Moshe Zimmermann (משה צימרמן; born 25 December 1943) is an Israeli historian and writer. He is a professor emeritus at the Hebrew University of Jerusalem. From 1986 to 2012 he was the director of the Richard Koebner Minerva Center for German History.

==Biography==
Moshe Zimmerman was born in Jerusalem.

== Academic career ==
Zimmermann received his undergraduate, graduate and doctorate in history at the Hebrew University of Jerusalem where he also currently works. His academic research focuses on the social history of Germany in the 18th and 20th centuries, as well as the history of German Jews and antisemitism.

In 2015 he was interviewed and filmed for the documentary The Essential Link: The Story of Wilfrid Israel by Yonatan Nir, in which he offered more angles to explain why Wilfrid Israel's story did not receive the expected public attention.

==Lawsuits==
Zimmermann was taken to court several times and cited for defamation in the wake of comments he made in 1995 regarding comparisons that he thought might be drawn between settlers in Hebron and Nazi youth, in the wake of Baruch Goldstein's Cave of the Patriarchs Massacre.
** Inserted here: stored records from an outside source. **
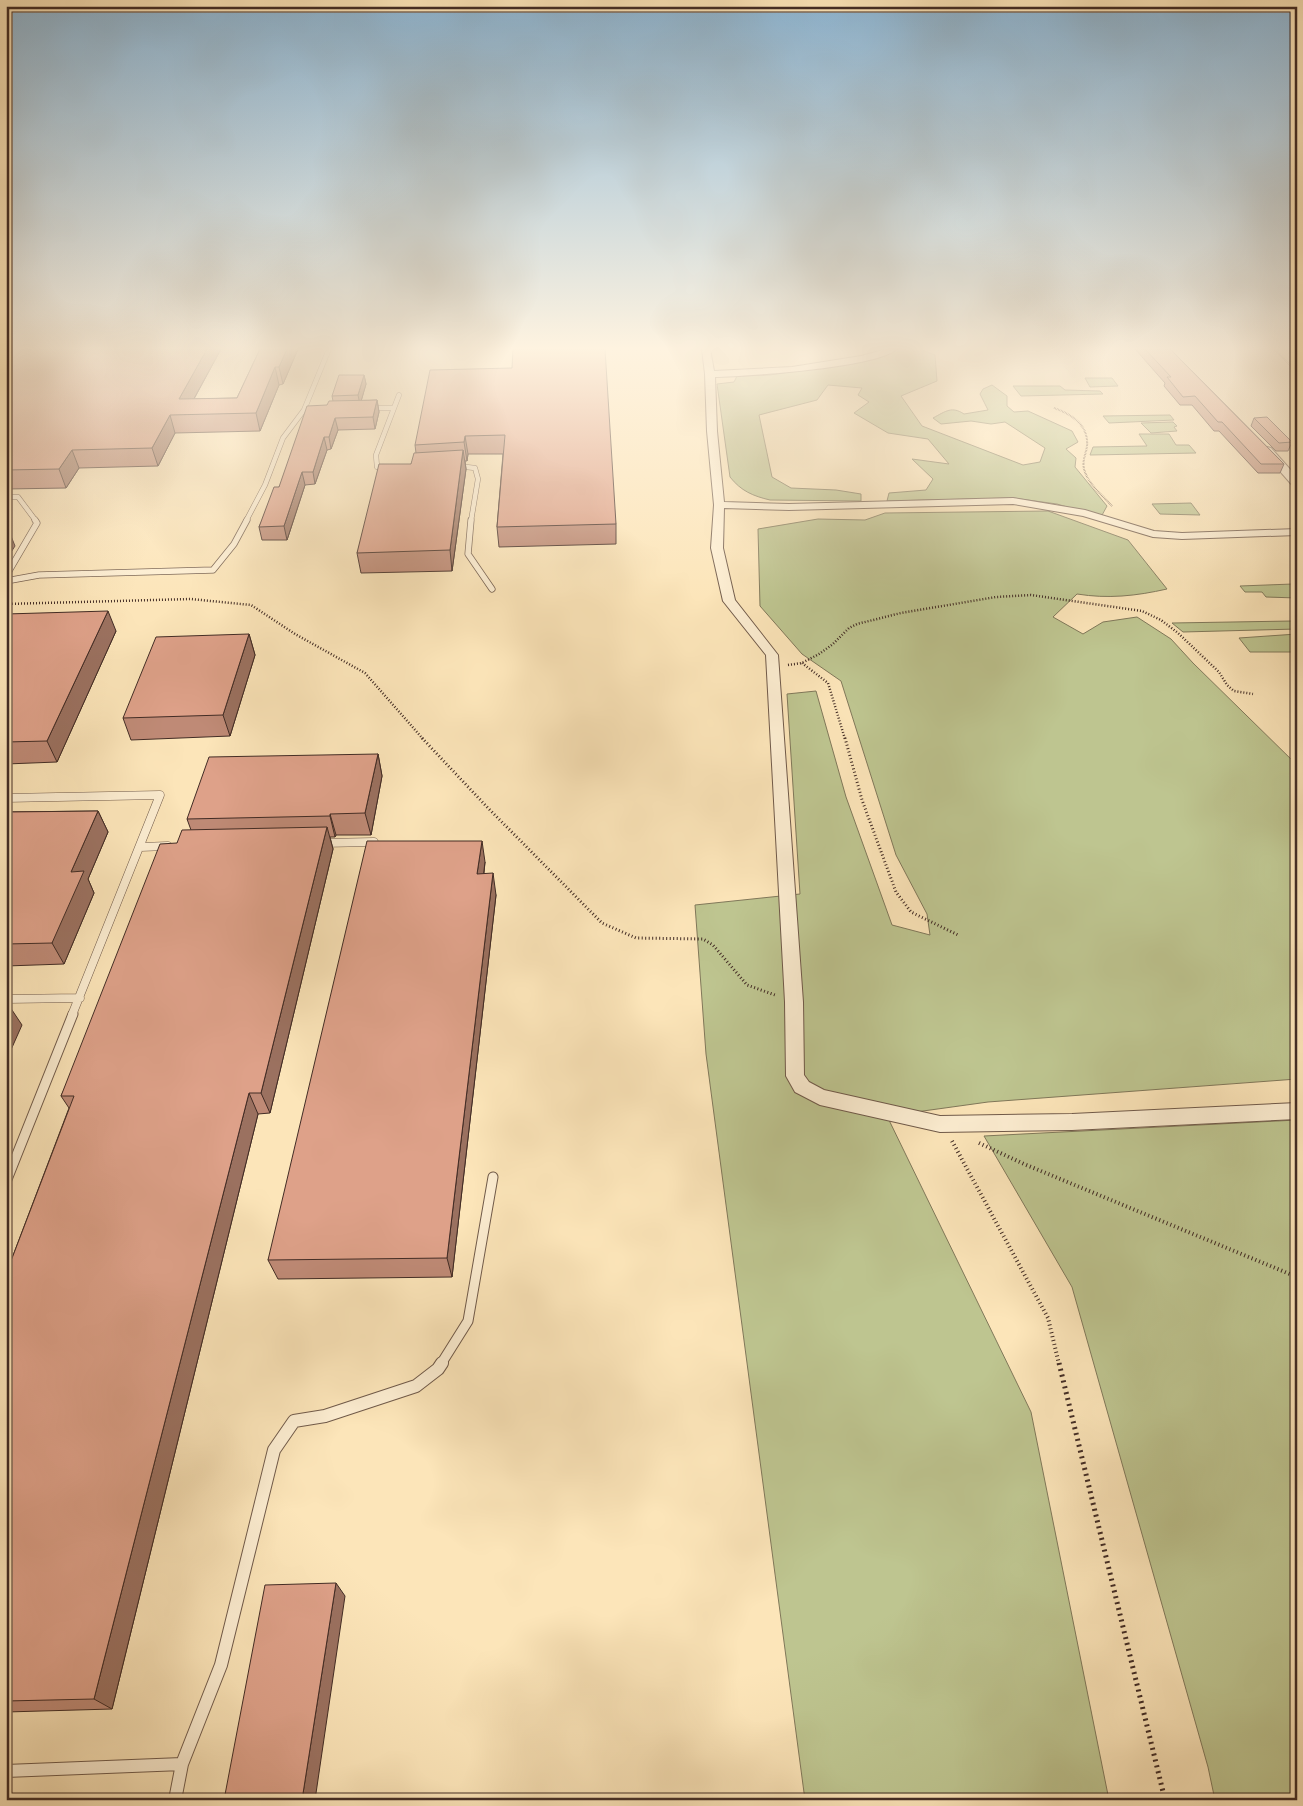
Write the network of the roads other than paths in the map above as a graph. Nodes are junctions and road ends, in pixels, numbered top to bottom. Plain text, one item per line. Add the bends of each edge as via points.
1 (287, 433) edge
2 (384, 433) edge
3 (712, 433) edge
4 (1261, 443) edge
5 (449, 466) edge
6 (392, 469) edge
7 (1297, 484) edge
8 (6, 498) edge
9 (719, 505) junction
10 (1297, 532) edge
11 (6, 576) edge
12 (6, 580) edge
13 (492, 589) dead end
14 (6, 798) edge
15 (374, 842) edge
16 (311, 843) edge
17 (179, 846) edge
18 (140, 847) junction
19 (80, 998) junction
20 (6, 999) edge
21 (1297, 1111) edge
22 (493, 1177) dead end
23 (6, 1182) edge
24 (182, 1764) junction
25 (6, 1771) edge
26 (175, 1800) edge

1 - 12 lane via 265,485 234,544 212,570 39,575
2 - 6 lane via 376,455 377,467
3 - 9 street
4 - 7 street
5 - 13 lane via 475,468 478,479 468,554
8 - 11 lane via 18,497 37,523
9 - 10 street via 789,507 1013,501 1052,506 1164,535
9 - 21 street via 717,548 729,601 772,655 794,1002 795,1076 802,1086 820,1097 940,1124 1072,1122
14 - 18 lane via 160,795
15 - 16 lane
17 - 18 lane
18 - 19 lane
19 - 20 lane
19 - 23 lane
22 - 24 lane via 468,1321 438,1369 416,1386 325,1416 294,1421 274,1450 221,1665
24 - 25 lane
24 - 26 lane

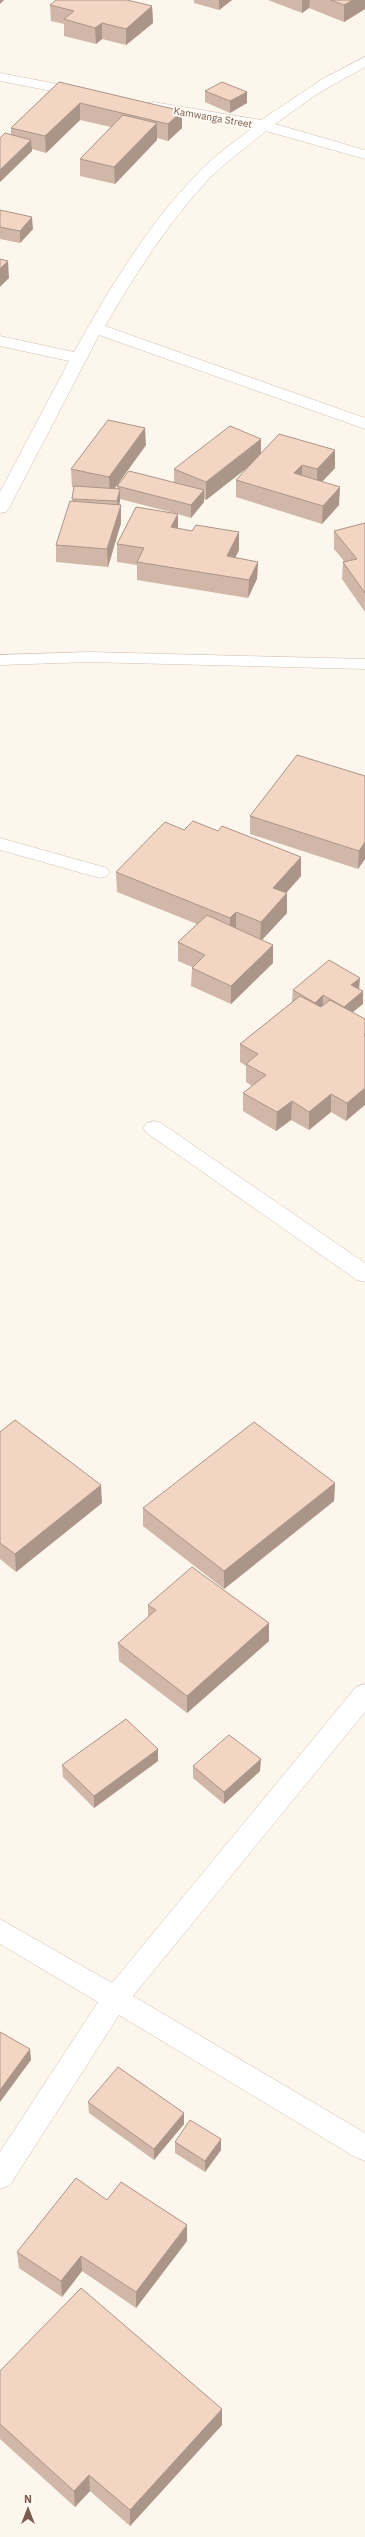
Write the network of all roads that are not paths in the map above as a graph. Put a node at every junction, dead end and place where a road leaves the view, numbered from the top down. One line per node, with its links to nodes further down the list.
1 (365, 61): 5 (street)
2 (0, 78): 3 (street)
3 (98, 96)
4 (137, 103): 5 (street, Kamwanga Street)
5 (262, 125): 6 (street, Kamwanga Street); 7 (street)
6 (365, 155)
7 (97, 329): 9 (street); 10 (street)
8 (0, 341): 9 (street)
9 (80, 358): 11 (street)
10 (365, 424)
11 (0, 508)
12 (0, 660): 13 (street)
13 (365, 664)
14 (0, 844): 15 (street)
15 (100, 872)
16 (154, 1128): 17 (street)
17 (365, 1274)
18 (365, 1694): 20 (street)
19 (0, 1930): 20 (street)
20 (116, 1997): 21 (street); 22 (street)
21 (365, 2148)
22 (0, 2176)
The lawsuits against him were all dismissed.
In 2002, Zimmermann sued Haaretz for libel after it published an unflattering mention in an article authored by a former student, who claimed Zimmermann drew comparisons between Israel and Nazism while being supported financially by Germany. In 2004, the lawsuit was, however, dismissed, with Zimmermann having been admonished by the judge for making controversial analogies and yet, at the same time, not accepting criticism of his views. Zimmermann later expressed regret for the lawsuit.
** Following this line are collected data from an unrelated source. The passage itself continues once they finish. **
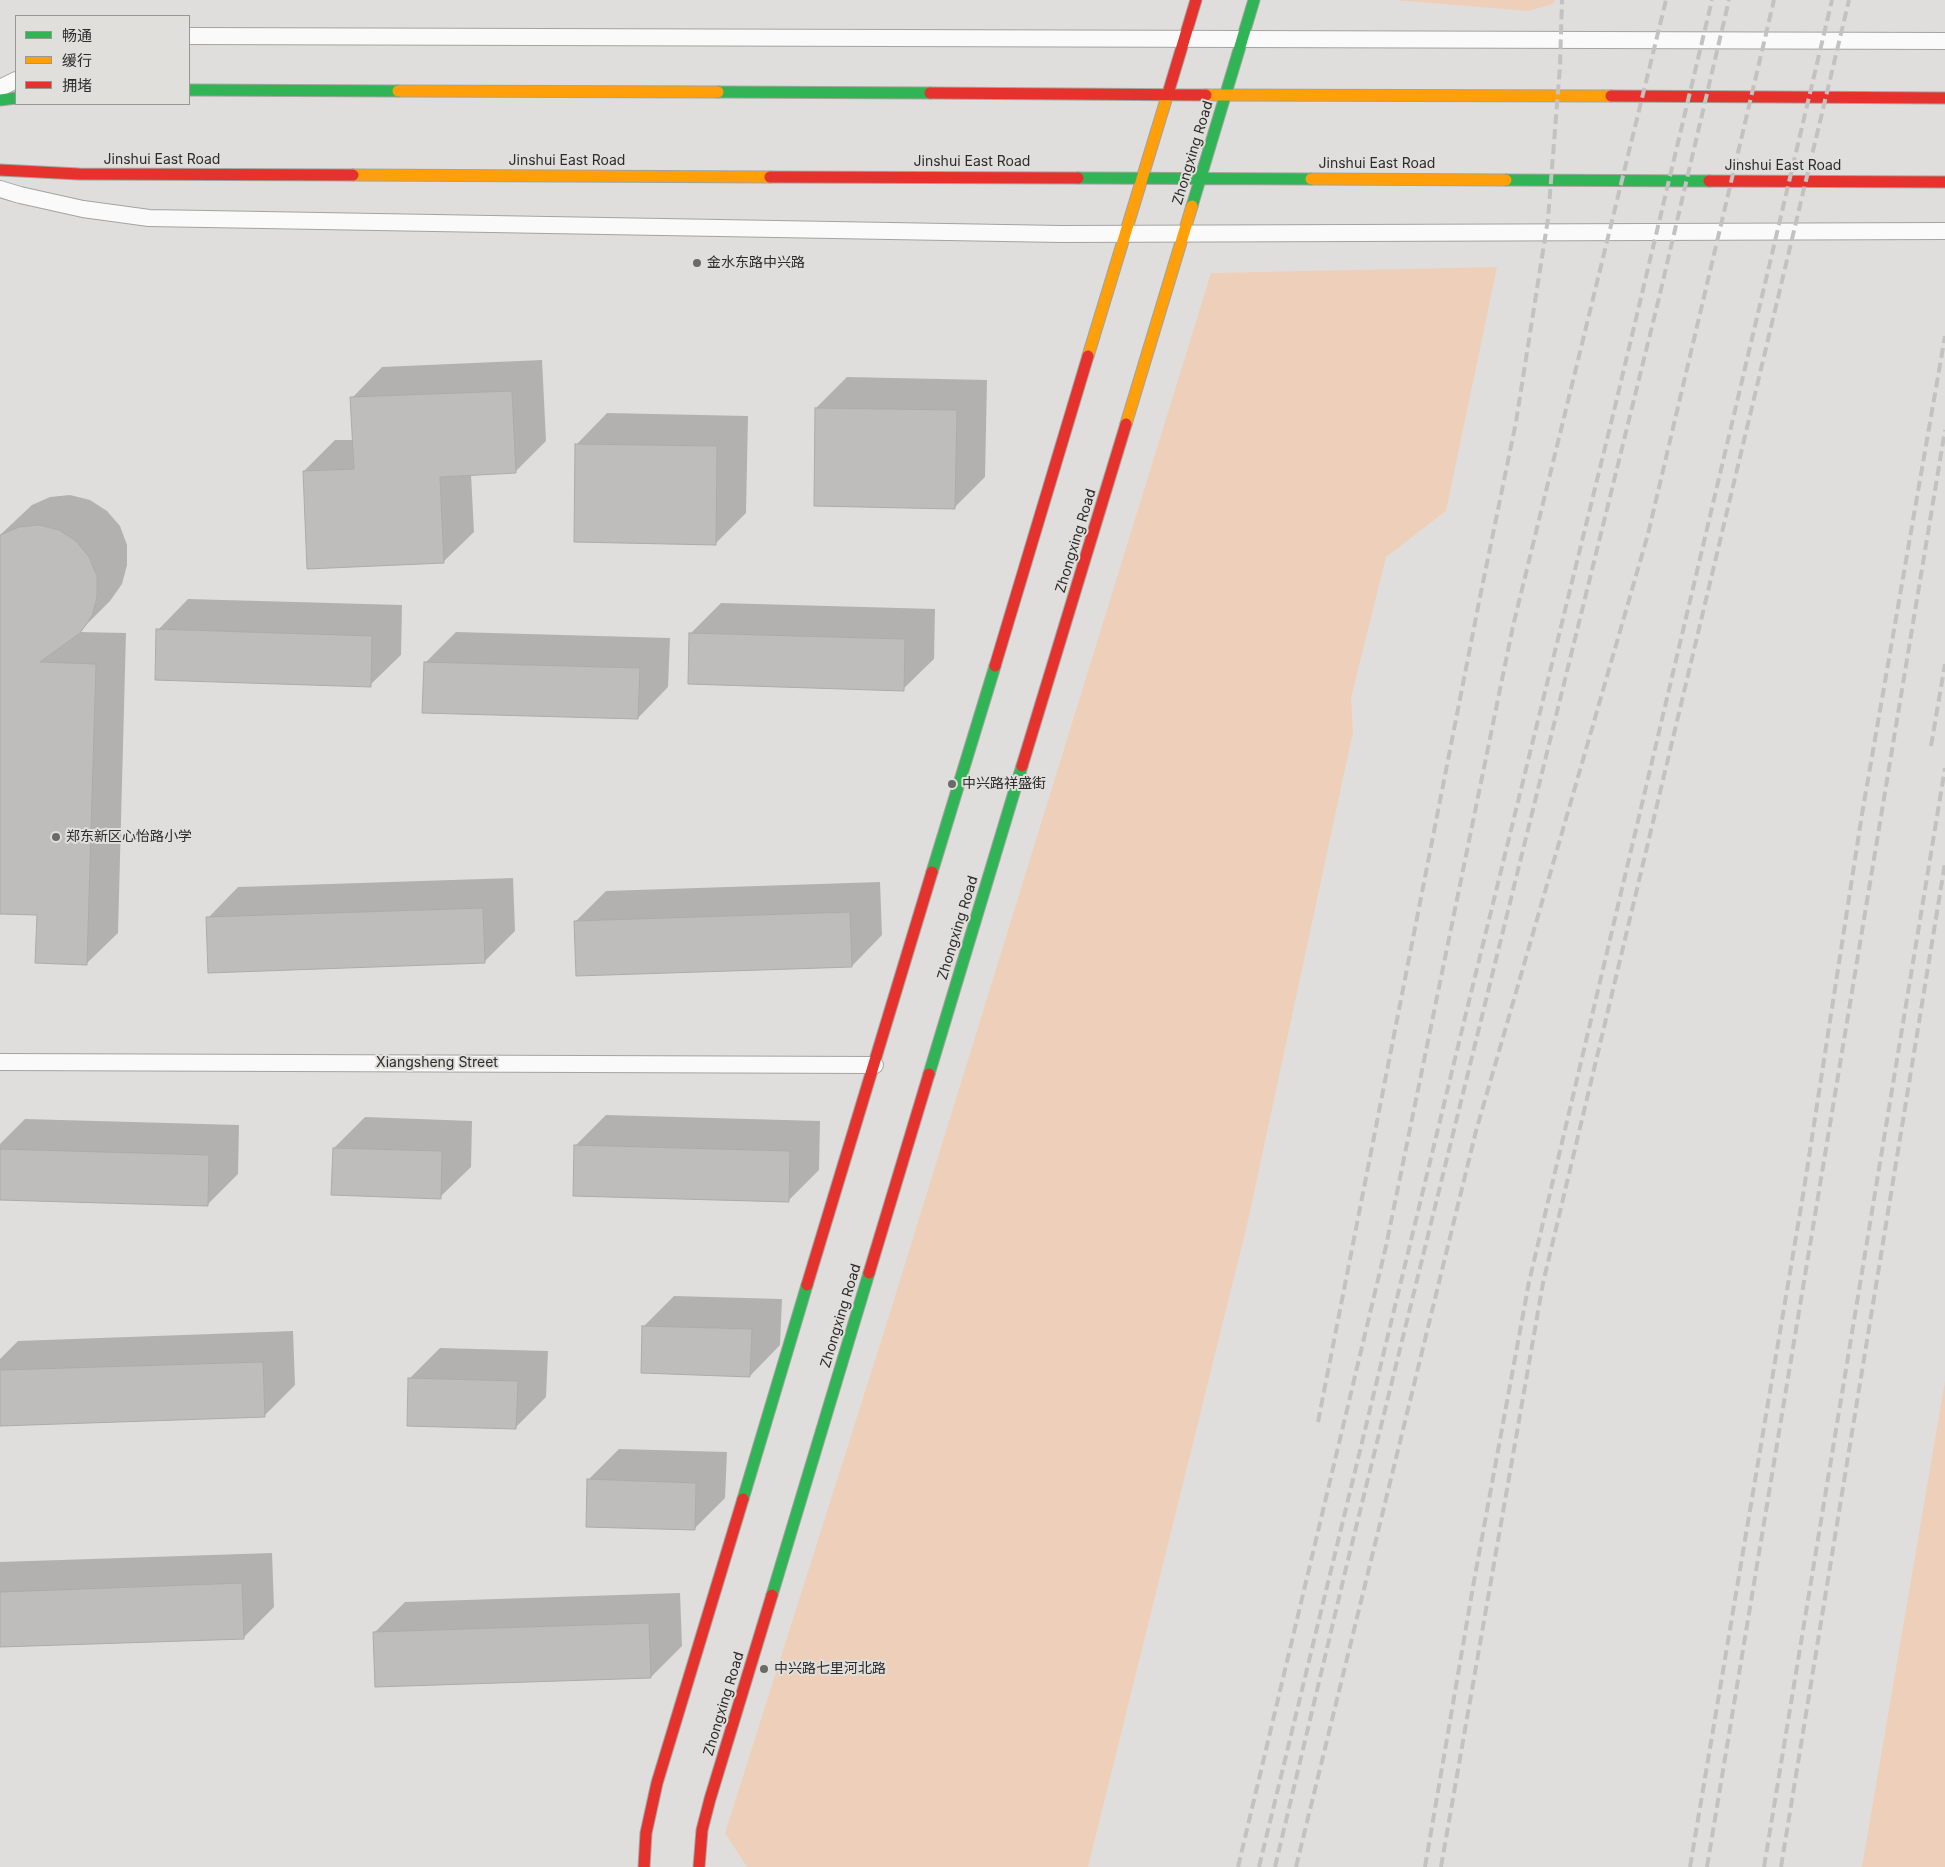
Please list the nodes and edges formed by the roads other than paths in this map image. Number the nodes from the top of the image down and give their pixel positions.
1 (1196, 0) edge
2 (1254, 0) edge
3 (190, 36) edge
4 (1184, 38) junction
5 (1243, 38) junction
6 (1945, 40) edge
7 (15, 80) edge
8 (0, 88) edge
9 (190, 90) edge
10 (1168, 94) junction
11 (1226, 95) junction
12 (15, 98) edge
13 (1945, 98) edge
14 (0, 100) edge
15 (0, 170) edge
16 (1142, 178) junction
17 (1201, 178) junction
18 (1945, 182) edge
19 (0, 189) edge
20 (1945, 231) edge
21 (1184, 233) junction
22 (1126, 234) junction
23 (0, 1062) edge
24 (875, 1065) junction
25 (644, 1867) edge
26 (699, 1867) edge

1 - 4 street
2 - 5 street, Zhongxing Road
3 - 4 street
4 - 5 street
4 - 10 street
5 - 6 street
5 - 11 street, Zhongxing Road
7 - 8 street
9 - 10 street
10 - 11 street
10 - 16 street
11 - 13 street
11 - 17 street, Zhongxing Road
12 - 14 street
15 - 16 street, Jinshui East Road
16 - 17 street, Jinshui East Road
16 - 22 street
17 - 18 street, Jinshui East Road
17 - 21 street, Zhongxing Road
19 - 22 street
20 - 21 street
21 - 22 street
21 - 26 street, Zhongxing Road
22 - 24 street
23 - 24 street, Xiangsheng Street
24 - 25 street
== Awards and recognition ==
He was honoured with the Humboldt Prize in 1993, and the Jacob and Wilhelm Grimm Prize from the German Academic Exchange Service in 1997. He received Dr. Leopold Lucas Prize from the University of Tübingen in 2002, and was awarded the 2006 Theodor Lessing Prize for Criticism.

== Published works ==
- German Past – Israeli Memory. Tel Aviv 2002.
- Wilhelm Marr – The Patriarch of Antisemitism, New York, Oxford UP, 1986.
- Wilhelm Marr – The Patriarch of Antisemitism, Jerusalem, Shazar, 1982. (Hebr.)
- Deutsch-jüdische Vergangenheit: Der Judenhass als Herausforderung. Paderborn 2005.
- Goliaths Falle. Israelis und Palästinenser im Würgegriff 2004
- Wende in Israel. Zwischen Nation und Religion. 1996, ISBN 3-7466-8501-X
- Die deutschen Juden 1914–1945. 1997, ISBN 3-486-55082-9
- Hamburgischer Patriotismus und deutscher Nationalismus. Die Emanzipation der Juden in Hamburg 1830–1865, Hamburg, Hans Christians, 1979.
- Deutsche gegen Deutsche. Das Schicksal der Juden 1938–1945. Berlin 2008.
- Die Angst vor dem Frieden. Das israelische Dilemma. Berlin 2010.